Information not only about the Hubble constant but also about gamma ray bursters, gravitational lenses, Chandra X-ray Observatory, and other interesting topics.
See the NASA site at http://www.hubbleconstant.com for astronomy news on the scale and size of the Universe, and on other contemporary topics.
[Comments by Alex Filippenko, University of California at Berkeley, who will be coauthor with me of the second edition of Journey Through the Universe]
Much to everyone's surprise, very recent (1998) measurements suggest that the expansion rate of the Universe might actually be *increasing* with time, rather than decreasing! Two independent teams of astronomers have measured the apparent brightness of supernovae at high redshifts, and the distances derived from them are larger than expected in a universe decelerated by the pull of gravity. In fact, they are more distant than expected even in the case of a virtually empty universe which expands with a constant speed. If the speed of a given galaxy is increasing with time, space itself must have a long-range repulsive property, somewhat like "antigravity" -- but we hesitate to use this term because it has nothing to do with matter or antimatter, and it cannot be locally utilized for levitation or other strange feats. Instead, the effect might be produced by some sort of "strange energy" in the Universe, like that which is believed to have led to a rapid inflationary epoch at very early times. It is essentially the "cosmological constant" that Albert Einstein introduced to counter the attractive force of gravity and thereby achieve a static universe, but later renounced as the biggest blunder of his career.

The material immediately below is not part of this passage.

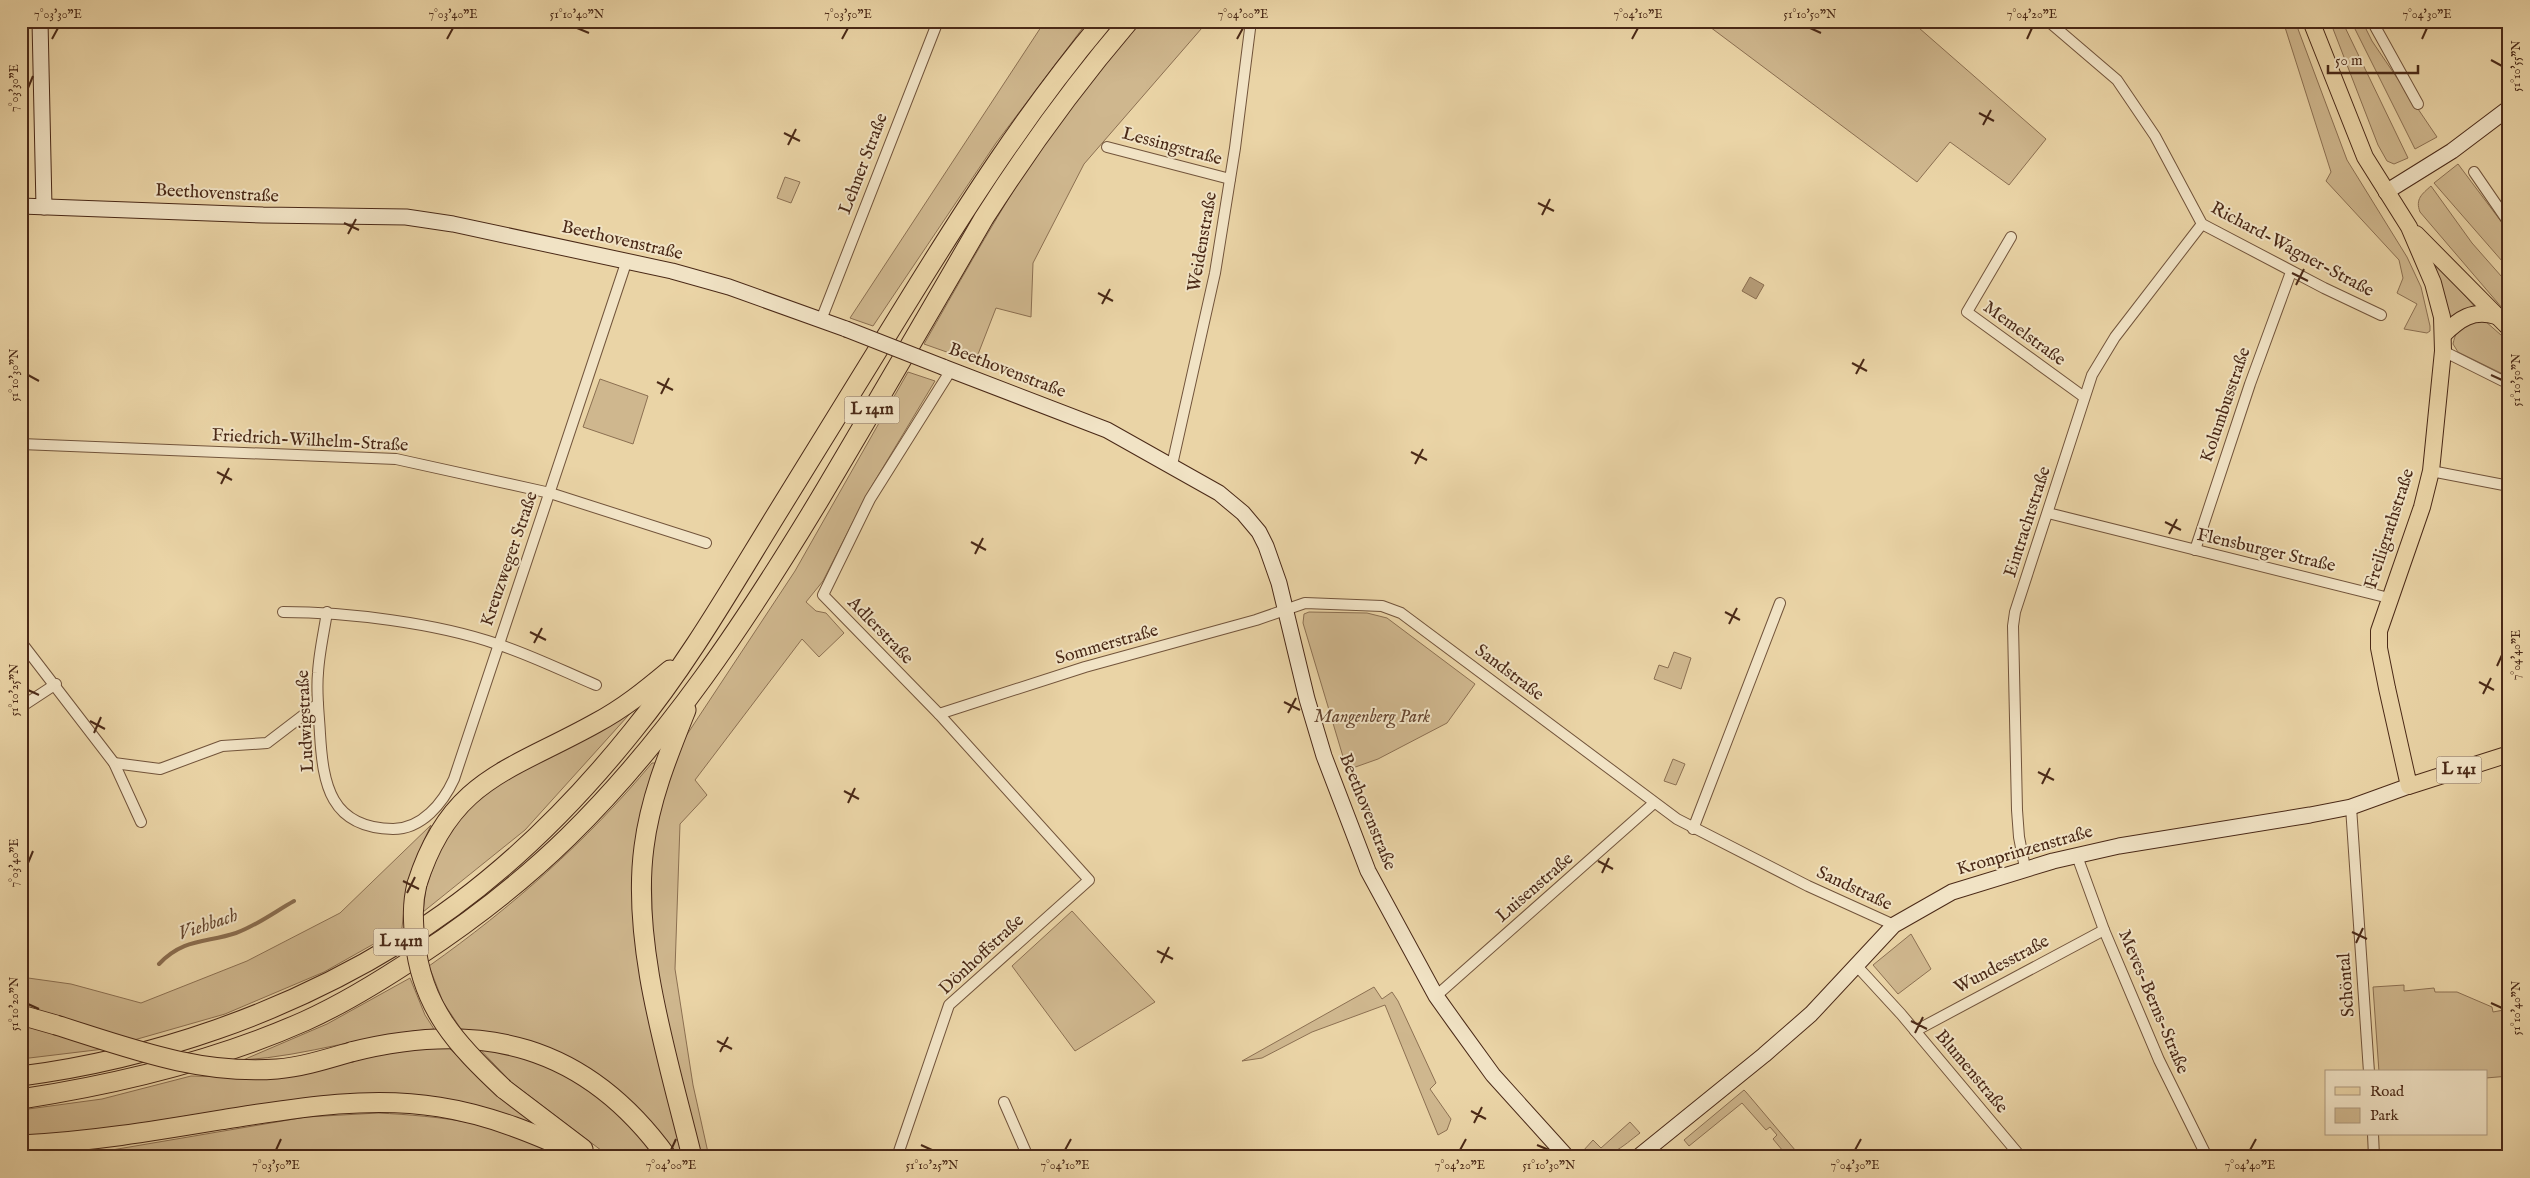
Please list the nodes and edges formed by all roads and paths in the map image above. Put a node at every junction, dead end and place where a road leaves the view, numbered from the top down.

Although this discovery is tentative, and must still be verified with completely independent techniques, its consequences are quite attractive. First, the derived expansion age of the Universe is about 14 billion years (assuming a Hubble constant of 65 km/s/Mpc), consistent with the revised ages of the oldest globular star clusters (11-14 billion years). Second, the global geometry of the Universe appears to be nearly flat, in agreement with the predictions of the inflation theory of the early Universe. Moreover, the Universe could actually be shaped like an enormous beach ball, with an unmeasurably large radius of curvature; we do not need to settle on the infinite, negatively curved universe implied by measurements of the average matter density alone. This is more consistent with current suspicions that the Universe might have begun as a quantum fluctuation out of nothing: a spatially finite fluctuation is much easier to imagine than an infinite one!
Note that if the expansion of space continues to accelerate, the Universe will easily expand forever, despite perhaps being formally "closed" (positively curved) like a beach ball. This differs from models in which space doesn't have a repulsive property and a closed universe definitely must end with a "big crunch."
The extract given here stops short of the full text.